╭─ Exercise input

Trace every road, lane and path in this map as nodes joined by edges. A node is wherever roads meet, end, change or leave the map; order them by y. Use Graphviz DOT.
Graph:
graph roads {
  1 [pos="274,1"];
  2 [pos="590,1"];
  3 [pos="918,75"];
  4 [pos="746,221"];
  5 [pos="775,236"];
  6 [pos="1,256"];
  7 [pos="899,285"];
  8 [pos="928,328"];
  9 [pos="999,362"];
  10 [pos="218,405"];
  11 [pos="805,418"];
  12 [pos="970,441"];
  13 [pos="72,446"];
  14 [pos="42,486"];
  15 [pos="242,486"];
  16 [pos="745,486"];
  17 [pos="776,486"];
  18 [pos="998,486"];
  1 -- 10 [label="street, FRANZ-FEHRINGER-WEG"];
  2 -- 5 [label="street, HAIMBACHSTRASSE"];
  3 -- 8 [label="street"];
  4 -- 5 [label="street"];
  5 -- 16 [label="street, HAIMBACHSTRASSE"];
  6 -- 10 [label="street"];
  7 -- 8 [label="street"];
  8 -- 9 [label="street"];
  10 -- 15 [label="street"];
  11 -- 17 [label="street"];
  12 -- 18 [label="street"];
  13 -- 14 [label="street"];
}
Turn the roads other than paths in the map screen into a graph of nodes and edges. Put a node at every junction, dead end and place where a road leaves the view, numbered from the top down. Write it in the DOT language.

╰─
╭─ Exercise input

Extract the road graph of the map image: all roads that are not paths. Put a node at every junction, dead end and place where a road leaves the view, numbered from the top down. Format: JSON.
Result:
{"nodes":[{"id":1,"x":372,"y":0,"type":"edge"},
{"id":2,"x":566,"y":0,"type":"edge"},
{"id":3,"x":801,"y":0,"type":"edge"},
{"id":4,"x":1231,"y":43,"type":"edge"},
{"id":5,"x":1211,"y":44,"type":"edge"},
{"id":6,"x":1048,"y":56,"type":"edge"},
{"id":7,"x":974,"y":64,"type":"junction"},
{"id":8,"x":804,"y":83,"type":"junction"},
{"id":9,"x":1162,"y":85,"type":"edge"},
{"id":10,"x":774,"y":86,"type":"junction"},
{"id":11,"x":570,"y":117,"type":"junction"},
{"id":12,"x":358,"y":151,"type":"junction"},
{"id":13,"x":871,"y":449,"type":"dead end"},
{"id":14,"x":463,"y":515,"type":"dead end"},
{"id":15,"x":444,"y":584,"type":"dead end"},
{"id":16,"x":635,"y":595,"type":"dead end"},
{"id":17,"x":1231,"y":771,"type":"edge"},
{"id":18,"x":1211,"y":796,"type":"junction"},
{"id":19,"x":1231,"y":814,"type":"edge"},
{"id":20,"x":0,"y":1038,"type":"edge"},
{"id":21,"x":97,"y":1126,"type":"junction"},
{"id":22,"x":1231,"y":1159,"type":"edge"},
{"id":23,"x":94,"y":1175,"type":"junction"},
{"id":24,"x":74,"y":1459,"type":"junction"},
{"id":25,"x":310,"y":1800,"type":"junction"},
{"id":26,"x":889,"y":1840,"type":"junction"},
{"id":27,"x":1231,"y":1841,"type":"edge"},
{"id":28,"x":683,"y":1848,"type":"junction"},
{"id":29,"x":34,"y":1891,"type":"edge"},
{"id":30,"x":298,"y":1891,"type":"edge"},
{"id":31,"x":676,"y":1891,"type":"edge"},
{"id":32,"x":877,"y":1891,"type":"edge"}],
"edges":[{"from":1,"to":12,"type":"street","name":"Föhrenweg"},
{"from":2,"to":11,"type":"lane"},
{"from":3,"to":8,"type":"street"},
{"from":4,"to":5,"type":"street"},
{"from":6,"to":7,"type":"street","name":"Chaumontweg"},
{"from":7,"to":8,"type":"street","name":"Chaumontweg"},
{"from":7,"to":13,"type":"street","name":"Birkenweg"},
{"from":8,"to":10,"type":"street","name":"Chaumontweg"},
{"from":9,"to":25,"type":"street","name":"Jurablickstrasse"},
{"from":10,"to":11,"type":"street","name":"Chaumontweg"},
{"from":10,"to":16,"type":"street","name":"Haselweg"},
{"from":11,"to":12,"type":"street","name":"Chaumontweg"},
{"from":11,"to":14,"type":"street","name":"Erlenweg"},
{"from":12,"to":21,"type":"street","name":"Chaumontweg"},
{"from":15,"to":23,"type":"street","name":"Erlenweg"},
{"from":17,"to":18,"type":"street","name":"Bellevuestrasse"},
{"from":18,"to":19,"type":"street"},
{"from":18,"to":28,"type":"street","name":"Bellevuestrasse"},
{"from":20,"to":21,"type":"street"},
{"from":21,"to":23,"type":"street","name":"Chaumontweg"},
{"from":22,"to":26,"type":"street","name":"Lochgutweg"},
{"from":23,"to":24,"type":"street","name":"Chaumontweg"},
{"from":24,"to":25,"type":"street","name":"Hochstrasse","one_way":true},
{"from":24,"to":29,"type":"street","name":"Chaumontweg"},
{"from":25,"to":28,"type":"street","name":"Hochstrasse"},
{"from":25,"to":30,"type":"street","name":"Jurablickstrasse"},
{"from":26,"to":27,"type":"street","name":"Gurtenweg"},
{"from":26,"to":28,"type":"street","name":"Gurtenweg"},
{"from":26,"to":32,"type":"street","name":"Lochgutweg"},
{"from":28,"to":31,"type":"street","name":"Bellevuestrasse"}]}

╰─

**Task goal**
Search the data above for the string "numbered" and return every line that has it.

**Your solution**
Turn the roads other than paths in the map screen into a graph of nodes and edges. Put a node at every junction, dead end and place where a road leaves the view, numbered from the top down. Write it in the DOT language.
Extract the road graph of the map image: all roads that are not paths. Put a node at every junction, dead end and place where a road leaves the view, numbered from the top down. Format: JSON.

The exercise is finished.